Throughout 1942 and most of 1943, the Mustang fighters sat out the war, although the A-36 and RAF Cooperation versions were seeing combat, particularly in North Africa. But events in Europe were leading toward the further development of the Mustang into the airplane that is so often referred to as the best Allied fighter of the war. By the summer of 1942, the U.S. Eighth Air Force had been waging a steadily mounting strategic bombing campaign against Axis targets in France and the other occupied countries from bases in England. In early 1943, the daylight bombing campaign expanded into German airspace. The B-17 groups that constituted the bulk of VIII Bomber Command strength at the time began taking very heavy losses from German fighter attacks. The Eighth Air Force leadership had gone to war believing that their four-engine Flying Fortresses were properly named, but soon found otherwise when the B-17s began encountering Luftwaffe fighters. Especially heavy losses in the late summer and early fall of 1943 led to the cancellation of further daylight deep- penetration raids into Germany until a long-range escort fighter could be developed.

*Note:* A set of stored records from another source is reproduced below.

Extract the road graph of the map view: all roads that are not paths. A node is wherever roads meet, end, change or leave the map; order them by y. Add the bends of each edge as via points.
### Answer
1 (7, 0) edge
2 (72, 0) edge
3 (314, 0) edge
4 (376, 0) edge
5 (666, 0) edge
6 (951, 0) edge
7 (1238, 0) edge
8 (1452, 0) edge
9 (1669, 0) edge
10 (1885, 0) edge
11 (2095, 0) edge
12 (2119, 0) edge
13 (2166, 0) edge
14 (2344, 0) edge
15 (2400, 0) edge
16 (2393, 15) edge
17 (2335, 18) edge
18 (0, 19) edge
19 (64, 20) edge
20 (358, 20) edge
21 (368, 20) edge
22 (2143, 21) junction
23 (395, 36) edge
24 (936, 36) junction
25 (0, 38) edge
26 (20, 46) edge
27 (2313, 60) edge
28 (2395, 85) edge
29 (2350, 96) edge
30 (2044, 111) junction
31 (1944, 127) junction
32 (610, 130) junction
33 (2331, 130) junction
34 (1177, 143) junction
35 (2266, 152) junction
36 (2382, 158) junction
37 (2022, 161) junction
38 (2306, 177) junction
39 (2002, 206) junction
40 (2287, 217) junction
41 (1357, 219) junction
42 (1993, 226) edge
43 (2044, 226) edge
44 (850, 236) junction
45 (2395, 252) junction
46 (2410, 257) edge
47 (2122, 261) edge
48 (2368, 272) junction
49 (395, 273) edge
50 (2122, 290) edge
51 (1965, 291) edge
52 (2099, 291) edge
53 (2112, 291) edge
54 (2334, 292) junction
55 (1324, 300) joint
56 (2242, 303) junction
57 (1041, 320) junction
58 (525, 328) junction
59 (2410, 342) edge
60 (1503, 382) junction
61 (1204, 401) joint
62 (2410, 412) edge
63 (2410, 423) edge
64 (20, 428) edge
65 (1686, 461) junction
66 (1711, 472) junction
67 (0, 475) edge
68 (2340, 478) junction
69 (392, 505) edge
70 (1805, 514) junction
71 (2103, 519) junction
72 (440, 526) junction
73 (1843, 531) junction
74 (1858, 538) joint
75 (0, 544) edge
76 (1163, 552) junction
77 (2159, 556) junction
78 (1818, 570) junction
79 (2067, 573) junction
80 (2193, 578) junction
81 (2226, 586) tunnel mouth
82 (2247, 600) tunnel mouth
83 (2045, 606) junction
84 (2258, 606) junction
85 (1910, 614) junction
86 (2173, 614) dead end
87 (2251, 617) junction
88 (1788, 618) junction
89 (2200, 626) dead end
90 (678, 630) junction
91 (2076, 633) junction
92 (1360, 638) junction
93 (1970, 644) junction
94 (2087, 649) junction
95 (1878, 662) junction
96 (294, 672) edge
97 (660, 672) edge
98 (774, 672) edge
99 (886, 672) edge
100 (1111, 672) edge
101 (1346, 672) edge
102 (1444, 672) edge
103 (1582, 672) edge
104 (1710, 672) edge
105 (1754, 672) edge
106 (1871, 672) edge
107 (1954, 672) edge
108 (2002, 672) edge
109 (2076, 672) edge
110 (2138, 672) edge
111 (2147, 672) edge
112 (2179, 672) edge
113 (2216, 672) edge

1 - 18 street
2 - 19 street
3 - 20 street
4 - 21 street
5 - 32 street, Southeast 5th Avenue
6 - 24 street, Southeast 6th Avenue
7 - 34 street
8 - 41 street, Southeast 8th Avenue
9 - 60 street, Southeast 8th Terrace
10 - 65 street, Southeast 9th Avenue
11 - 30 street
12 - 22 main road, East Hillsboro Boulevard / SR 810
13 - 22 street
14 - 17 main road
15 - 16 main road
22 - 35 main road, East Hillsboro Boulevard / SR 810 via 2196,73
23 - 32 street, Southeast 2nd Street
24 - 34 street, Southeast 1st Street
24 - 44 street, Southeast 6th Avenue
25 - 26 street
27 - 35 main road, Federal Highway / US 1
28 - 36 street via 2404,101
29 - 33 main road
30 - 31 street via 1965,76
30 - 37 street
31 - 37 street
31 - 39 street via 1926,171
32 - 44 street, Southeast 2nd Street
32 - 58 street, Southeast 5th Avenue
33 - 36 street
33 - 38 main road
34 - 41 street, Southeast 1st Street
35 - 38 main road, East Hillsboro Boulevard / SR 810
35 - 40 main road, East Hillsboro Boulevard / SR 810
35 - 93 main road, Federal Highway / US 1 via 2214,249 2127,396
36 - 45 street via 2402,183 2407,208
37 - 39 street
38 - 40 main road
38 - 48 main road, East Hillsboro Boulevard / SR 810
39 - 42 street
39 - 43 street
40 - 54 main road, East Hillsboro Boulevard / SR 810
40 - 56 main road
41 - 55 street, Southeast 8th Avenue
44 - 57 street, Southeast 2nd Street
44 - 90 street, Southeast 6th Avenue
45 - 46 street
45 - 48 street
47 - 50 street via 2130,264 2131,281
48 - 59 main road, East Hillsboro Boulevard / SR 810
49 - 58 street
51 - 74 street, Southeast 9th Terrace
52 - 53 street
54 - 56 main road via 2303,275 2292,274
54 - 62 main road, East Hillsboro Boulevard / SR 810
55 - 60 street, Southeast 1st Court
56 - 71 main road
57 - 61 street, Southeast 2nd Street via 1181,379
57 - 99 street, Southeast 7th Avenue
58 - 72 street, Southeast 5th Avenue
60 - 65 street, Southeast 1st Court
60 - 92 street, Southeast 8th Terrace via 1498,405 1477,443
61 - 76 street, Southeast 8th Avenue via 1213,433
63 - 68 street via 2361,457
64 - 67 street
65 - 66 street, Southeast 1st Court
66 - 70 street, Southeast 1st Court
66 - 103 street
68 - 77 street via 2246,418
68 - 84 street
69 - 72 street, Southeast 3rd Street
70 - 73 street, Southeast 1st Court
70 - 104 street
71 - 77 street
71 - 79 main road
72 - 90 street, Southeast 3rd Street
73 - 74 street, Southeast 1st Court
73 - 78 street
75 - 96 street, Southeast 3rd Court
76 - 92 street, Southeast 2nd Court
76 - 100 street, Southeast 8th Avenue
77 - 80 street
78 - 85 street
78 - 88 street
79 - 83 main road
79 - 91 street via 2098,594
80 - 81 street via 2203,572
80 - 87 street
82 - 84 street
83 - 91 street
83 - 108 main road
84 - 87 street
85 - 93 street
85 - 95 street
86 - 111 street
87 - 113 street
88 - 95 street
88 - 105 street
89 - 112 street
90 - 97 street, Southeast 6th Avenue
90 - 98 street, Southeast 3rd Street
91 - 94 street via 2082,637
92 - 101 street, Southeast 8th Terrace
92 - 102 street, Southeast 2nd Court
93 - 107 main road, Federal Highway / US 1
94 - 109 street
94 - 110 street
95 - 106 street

Throughout 1943, the primary escort fighters available in Europe were RAF Spitfires and USAAF Lockheed P-38 Lightnings and Republic P-47 Thunderbolts. While the P-38 had the range to go all the way to Berlin, the P-47s were limited owing to the higher fuel consumption of their radial engines, and there were not enough available P-38s for the job. All of the P-38s in England had been transferred to North Africa early in the year and were not replaced until late summer, leaving Spitfires as the only escorts available until April, when the first P-47s became operational in the theater. It was not until September that P-38s returned to English skies. Meanwhile, the bombers were left without escorts once they reached the operational range of the Spitfires.

The USAAF engineers at Wright Field in Dayton, Ohio, began looking around for a suitable escort fighter that could be mass-produced in a hurry, and their attention soon settled on the Mustang. The adoption of the Merlin engine had solved the Mustang’s high-altitude performance problems, and the Mustang had been shown to be highly maneuverable, with some restrictions, mainly owing to weight and balance considerations.

Increasing the airplane’s effective range was the primary problem. The Air Corps engineering facilities at Wright Field began working on modifications to increase the Mustang’s fuel capacity and thus increase its effective combat range. Additional fuselage tanks were added to complement the droppable external fuel tanks that had been previously developed for other types.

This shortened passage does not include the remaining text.